2. Critical accounting judgements and key sources of estimation uncertainty

In the application of the company’s accounting policies management is required to make judgements, estimates and assumptions about the carrying values of assets and liabilities that are not readily apparent from other sources. The estimates and underlying assumptions are based on historic experience and other factors that are considered to be
relevant. Actual results may differ from these estimates.

Specifically, judgements and estimates are required in determining the valuation of the recoverability of debtors and the adoption of the going concern basis in preparing these accounts.

The estimates and underlying assumptions are reviewed on an ongoing basis.

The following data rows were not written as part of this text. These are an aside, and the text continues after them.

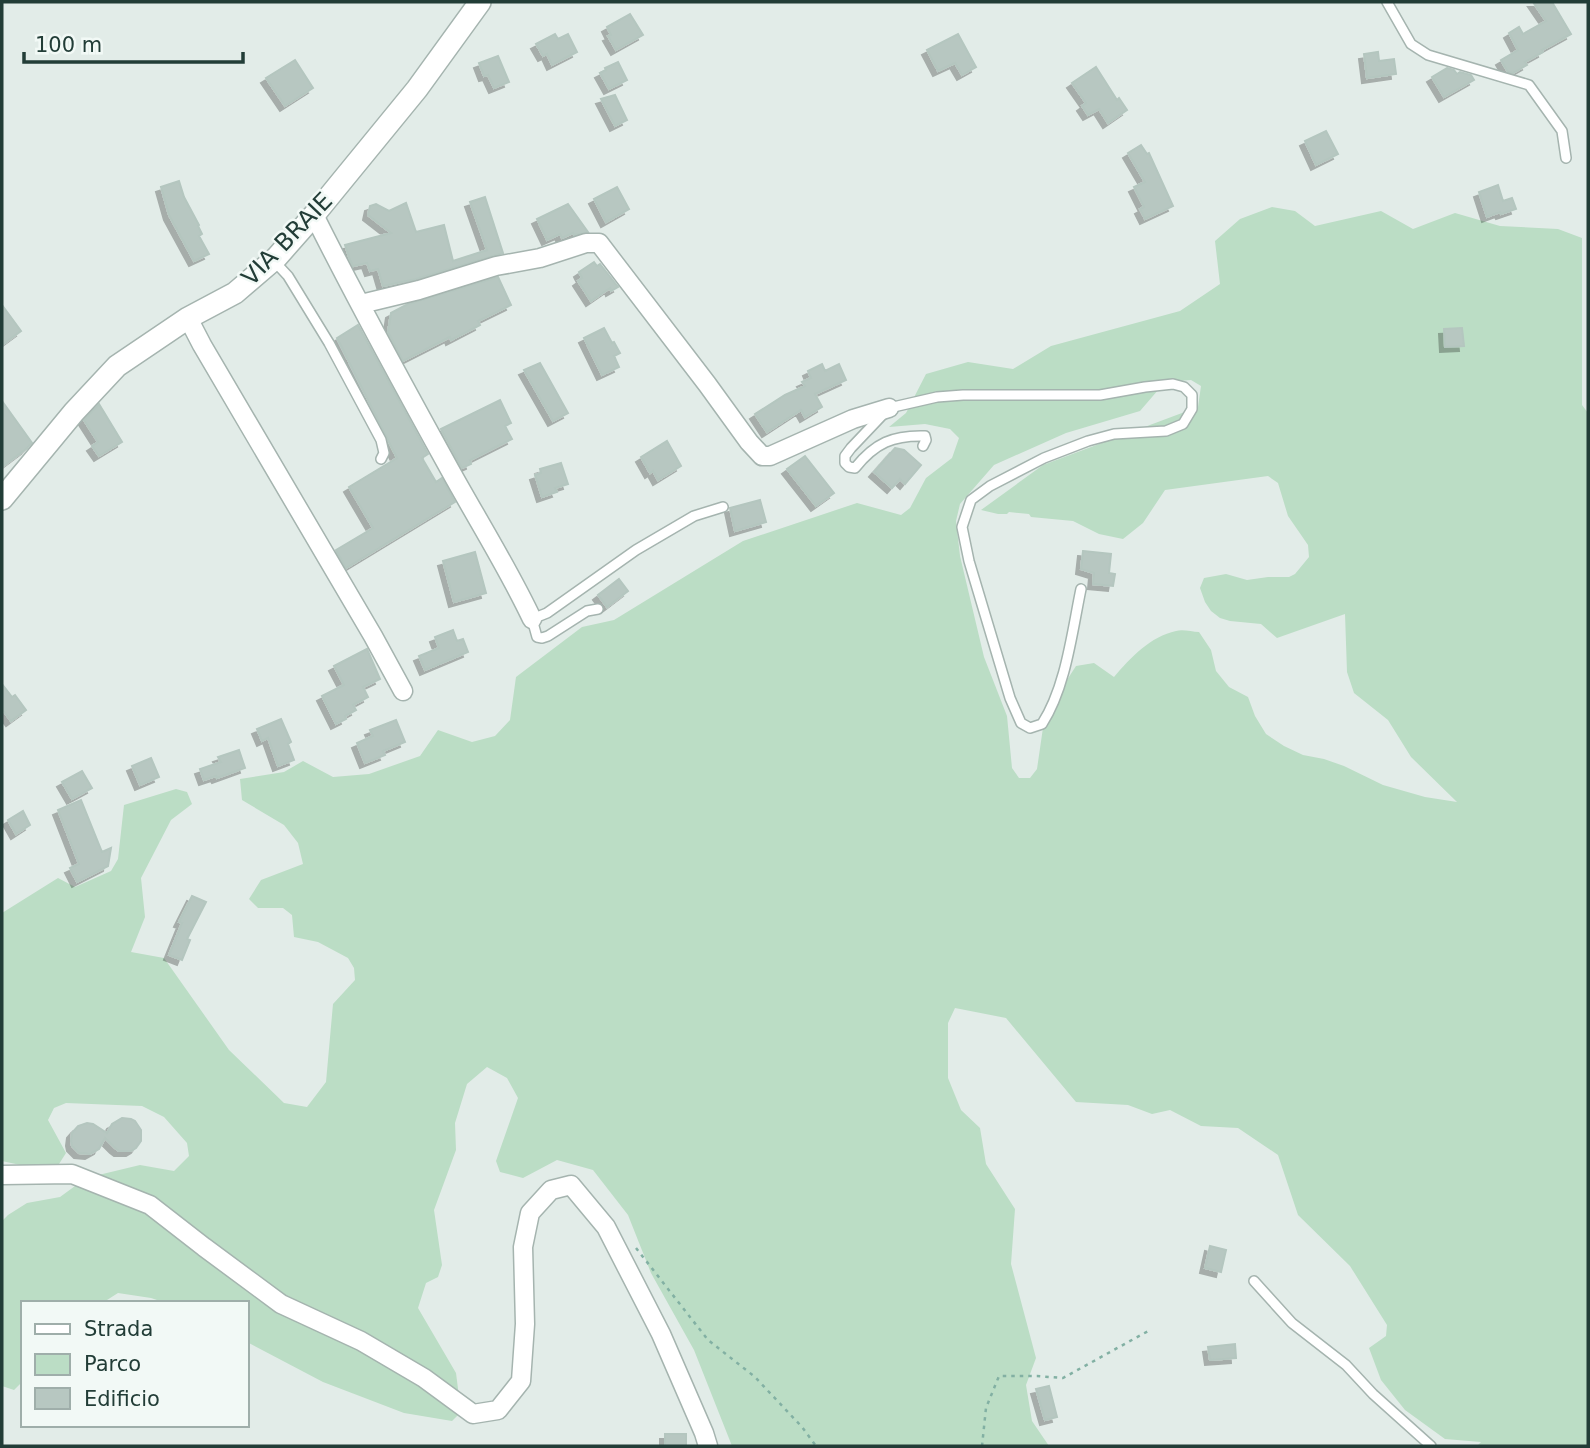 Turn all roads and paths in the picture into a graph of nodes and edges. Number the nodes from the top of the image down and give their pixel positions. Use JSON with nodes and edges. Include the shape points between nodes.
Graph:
{"nodes":[{"id":1,"x":480,"y":2,"type":"edge"},
{"id":2,"x":1387,"y":2,"type":"edge"},
{"id":3,"x":1566,"y":158,"type":"dead end"},
{"id":4,"x":314,"y":215,"type":"junction"},
{"id":5,"x":273,"y":260,"type":"junction"},
{"id":6,"x":362,"y":304,"type":"junction"},
{"id":7,"x":188,"y":318,"type":"junction"},
{"id":8,"x":889,"y":408,"type":"junction"},
{"id":9,"x":923,"y":446,"type":"dead end"},
{"id":10,"x":381,"y":459,"type":"dead end"},
{"id":11,"x":2,"y":499,"type":"edge"},
{"id":12,"x":723,"y":507,"type":"dead end"},
{"id":13,"x":1081,"y":589,"type":"dead end"},
{"id":14,"x":598,"y":609,"type":"dead end"},
{"id":15,"x":532,"y":619,"type":"junction"},
{"id":16,"x":402,"y":691,"type":"dead end"},
{"id":17,"x":2,"y":1175,"type":"edge"},
{"id":18,"x":632,"y":1242,"type":"dead end"},
{"id":19,"x":1254,"y":1280,"type":"dead end"},
{"id":20,"x":1150,"y":1330,"type":"dead end"},
{"id":21,"x":708,"y":1446,"type":"edge"},
{"id":22,"x":817,"y":1446,"type":"edge"},
{"id":23,"x":982,"y":1446,"type":"edge"},
{"id":24,"x":1431,"y":1446,"type":"edge"}],
"edges":[{"from":1,"to":4,"type":"street","name":"VIA BRAIE","via":[[417,89]]},
{"from":2,"to":3,"type":"lane","via":[[1411,44],[1428,55],[1529,85],[1562,131]]},
{"from":4,"to":5,"type":"street","name":"VIA BRAIE"},
{"from":4,"to":6,"type":"street"},
{"from":5,"to":7,"type":"street","name":"VIA BRAIE","via":[[235,293]]},
{"from":5,"to":10,"type":"lane","via":[[329,343],[381,440]]},
{"from":6,"to":8,"type":"street","via":[[599,243],[762,456]]},
{"from":6,"to":15,"type":"street"},
{"from":7,"to":11,"type":"street","name":"VIA BRAIE","via":[[117,366]]},
{"from":7,"to":16,"type":"street"},
{"from":8,"to":9,"type":"lane","via":[[845,456],[845,463],[855,468],[870,451],[895,438],[925,436]]},
{"from":8,"to":13,"type":"lane","via":[[963,395],[1100,395],[1173,384],[1184,387],[1192,395],[1192,409],[1183,424],[1166,431],[1114,434],[1088,441],[1044,458],[971,500],[962,527],[969,561],[1010,698],[1021,723],[1031,728],[1042,724],[1050,712]]},
{"from":12,"to":15,"type":"lane","via":[[694,516],[636,550]]},
{"from":14,"to":15,"type":"lane","via":[[542,638],[537,637]]},
{"from":17,"to":21,"type":"street","via":[[72,1174],[150,1205],[281,1304],[360,1341],[424,1378],[473,1414],[498,1410],[521,1381],[523,1247],[530,1213],[551,1190],[571,1185],[606,1227],[661,1334]]},
{"from":18,"to":22,"type":"path","via":[[708,1340],[755,1377]]},
{"from":19,"to":24,"type":"lane","via":[[1292,1323],[1346,1365]]},
{"from":20,"to":23,"type":"path","via":[[1063,1378],[999,1376],[986,1408]]}]}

Revisions to accounting estimates are recognised in the period in which the estimate is revised if the revision affects only that period, or in the period of the revision and future periods if the revision affects both current and future periods.

3. Employees

2024 2023
Number Number
Monthly average number of persons employed by the Company during the year, including directors 42 42

4. Intangible assets

Goodwill Total
£ £
Cost
At 01 February 2023 262,028 262,028
At 31 January 2024 262,028 262,028
Accumulated amortisation
At 01 February 2023 195,250 195,250
Charge for the financial year 26,203 26,203
At 31 January 2024 221,453 221,453
Net book value
At 31 January 2024 40,575 40,575
At 31 January 2023 66,778 66,778

5. Tangible assets

Leasehold improve-
ments
Vehicles Fixtures and fittings Total
£ £ £ £
Cost
At 01 February 2023 94,911 225,550 139,290 459,751
Additions 1,065 0 36,932 37,997
Disposals ( 7,106) 0 ( 101,810) ( 108,916)
At 31 January 2024 88,870 225,550 74,412 388,832
Accumulated depreciation
At 01 February 2023 55,979 67,731 108,902 232,612
Charge for the financial year 9,589 18,167 14,040 41,796
Disposals ( 4,975) 0 ( 88,462) ( 93,437)
At 31 January 2024 60,593 85,898 34,480 180,971
Net book value
At 31 January 2024 28,277 139,652 39,932 207,861
At 31 January 2023 38,932 157,819 30,388 227,139

6. Debtors

2024 2023
£ £
Trade debtors 2,929,387 4,030,728
Other debtors 3,808,030 2,787,035
6,737,417 6,817,763

7. Creditors: amounts falling due within one year

2024 2023
£ £
Trade creditors 795,695 769,827
Taxation and social security 1,449,643 1,096,033
Obligations under finance leases and hire purchase contracts (secured) 18,295 41,588
Other creditors 14,956 56,205
2,278,589 1,963,653

The amounts due under finance leases and hire purchase contracts are secured by fixed or floating charge over the assets to which they relate.

8. Creditors: amounts falling due after more than one year

2024 2023
£ £
Obligations under finance leases and hire purchase contracts (secured) 134,315 121,380

The amounts above are secured by fixed or floating charge over the assets to which they relate.

9. Called-up share capital

2024 2023
£ £
Allotted, called-up and fully-paid
1 Ordinary A share of £ 1.00 1 1
1 Ordinary B share of £ 1.00 1 1
2 2

10. Financial commitments

Commitments

2024 2023
£ £
Total future minimum lease payments under non-cancellable operating lease 1,531,250 1,560,955

These amounts are in relation to the outstanding rental, vehicle and IT equipment lease's.

11. Related party transactions

Transactions with the entity's directors

2024 2023
£ £
Amounts owed from Director 2,422,688 1,648,169

During the year the company made advances of £774,519 (2023: £0) and repayments of £0 (2023: £20,567). The loan to the director from the company is unsecured, interest free and repayable on demand.